Data shown:
---
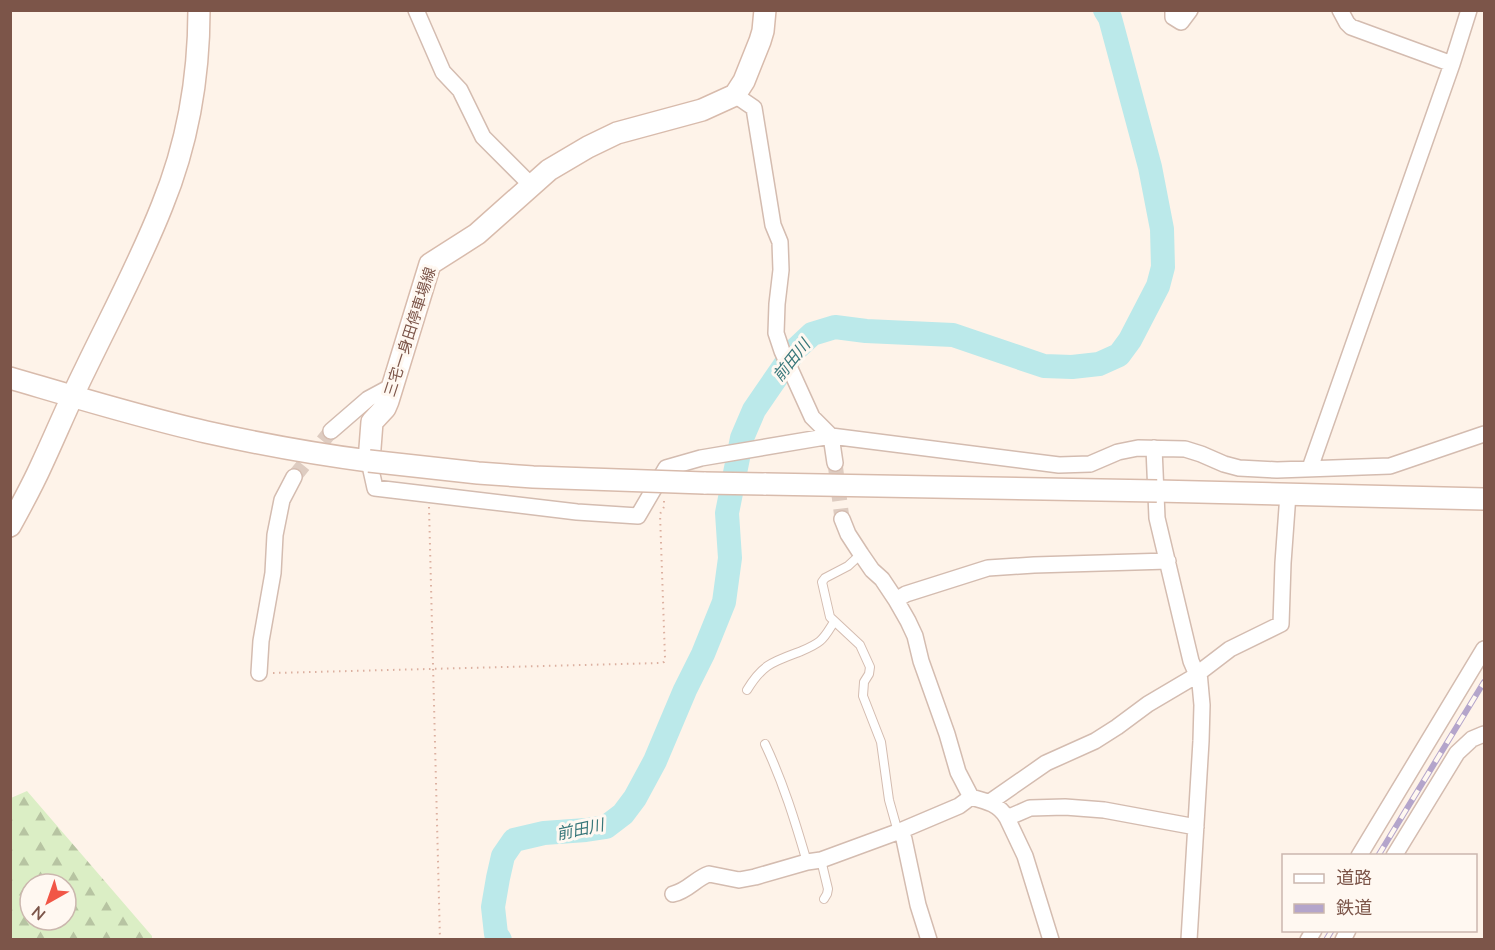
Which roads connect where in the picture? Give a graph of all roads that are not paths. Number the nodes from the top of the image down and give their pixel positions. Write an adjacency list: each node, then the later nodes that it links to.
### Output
1 (199, 10): 13 (street)
2 (416, 10): 10 (street)
3 (765, 10): 9 (street)
4 (1173, 10): 5 (street)
5 (1190, 10)
6 (1340, 10): 8 (street)
7 (1469, 10): 8 (street)
8 (1452, 64): 20 (street)
9 (735, 95): 10 (street, 三宅一身田停車場線); 16 (street)
10 (532, 186): 12 (street, 三宅一身田停車場線)
11 (10, 378): 13 (street)
12 (393, 385): 14 (street); 18 (street, 三宅一身田停車場線)
13 (72, 396): 18 (street); 26 (street)
14 (332, 431)
15 (1485, 434): 20 (street)
16 (831, 436): 17 (street); 18 (street); 19 (street)
17 (1154, 448): 20 (street); 22 (street)
18 (369, 461): 22 (street, bridge)
19 (835, 463)
20 (1310, 468)
21 (294, 477): 32 (street)
22 (1157, 491): 23 (street); 28 (street)
23 (1288, 494): 24 (street); 33 (street)
24 (1485, 499)
25 (842, 519): 27 (street)
26 (10, 526)
27 (861, 554): 29 (street); 30 (lane)
28 (1168, 561): 29 (street); 33 (street)
29 (896, 600): 37 (street)
30 (834, 622): 34 (lane); 41 (lane)
31 (1485, 649): 42 (street)
32 (259, 673)
33 (1198, 674): 38 (street); 40 (street)
34 (747, 690)
35 (1485, 734): 43 (street)
36 (765, 744): 44 (lane)
37 (971, 797): 38 (street); 41 (street)
38 (990, 802): 39 (street)
39 (1008, 818): 40 (street); 48 (street)
40 (1196, 826): 49 (street)
41 (899, 832): 44 (street); 47 (street)
42 (1360, 854)
43 (1396, 854)
44 (814, 861): 45 (street); 46 (lane)
45 (673, 894)
46 (824, 899)
47 (929, 939)
48 (1051, 939)
49 (1190, 939)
---
Assignment: What is needed is every entry above, repeated exactly, with the pictures dropped.

Output below:
Which roads connect where in the picture? Give a graph of all roads that are not paths. Number the nodes from the top of the image down and give their pixel positions. Write an adjacency list: each node, then the later nodes that it links to.
### Output
1 (199, 10): 13 (street)
2 (416, 10): 10 (street)
3 (765, 10): 9 (street)
4 (1173, 10): 5 (street)
5 (1190, 10)
6 (1340, 10): 8 (street)
7 (1469, 10): 8 (street)
8 (1452, 64): 20 (street)
9 (735, 95): 10 (street, 三宅一身田停車場線); 16 (street)
10 (532, 186): 12 (street, 三宅一身田停車場線)
11 (10, 378): 13 (street)
12 (393, 385): 14 (street); 18 (street, 三宅一身田停車場線)
13 (72, 396): 18 (street); 26 (street)
14 (332, 431)
15 (1485, 434): 20 (street)
16 (831, 436): 17 (street); 18 (street); 19 (street)
17 (1154, 448): 20 (street); 22 (street)
18 (369, 461): 22 (street, bridge)
19 (835, 463)
20 (1310, 468)
21 (294, 477): 32 (street)
22 (1157, 491): 23 (street); 28 (street)
23 (1288, 494): 24 (street); 33 (street)
24 (1485, 499)
25 (842, 519): 27 (street)
26 (10, 526)
27 (861, 554): 29 (street); 30 (lane)
28 (1168, 561): 29 (street); 33 (street)
29 (896, 600): 37 (street)
30 (834, 622): 34 (lane); 41 (lane)
31 (1485, 649): 42 (street)
32 (259, 673)
33 (1198, 674): 38 (street); 40 (street)
34 (747, 690)
35 (1485, 734): 43 (street)
36 (765, 744): 44 (lane)
37 (971, 797): 38 (street); 41 (street)
38 (990, 802): 39 (street)
39 (1008, 818): 40 (street); 48 (street)
40 (1196, 826): 49 (street)
41 (899, 832): 44 (street); 47 (street)
42 (1360, 854)
43 (1396, 854)
44 (814, 861): 45 (street); 46 (lane)
45 (673, 894)
46 (824, 899)
47 (929, 939)
48 (1051, 939)
49 (1190, 939)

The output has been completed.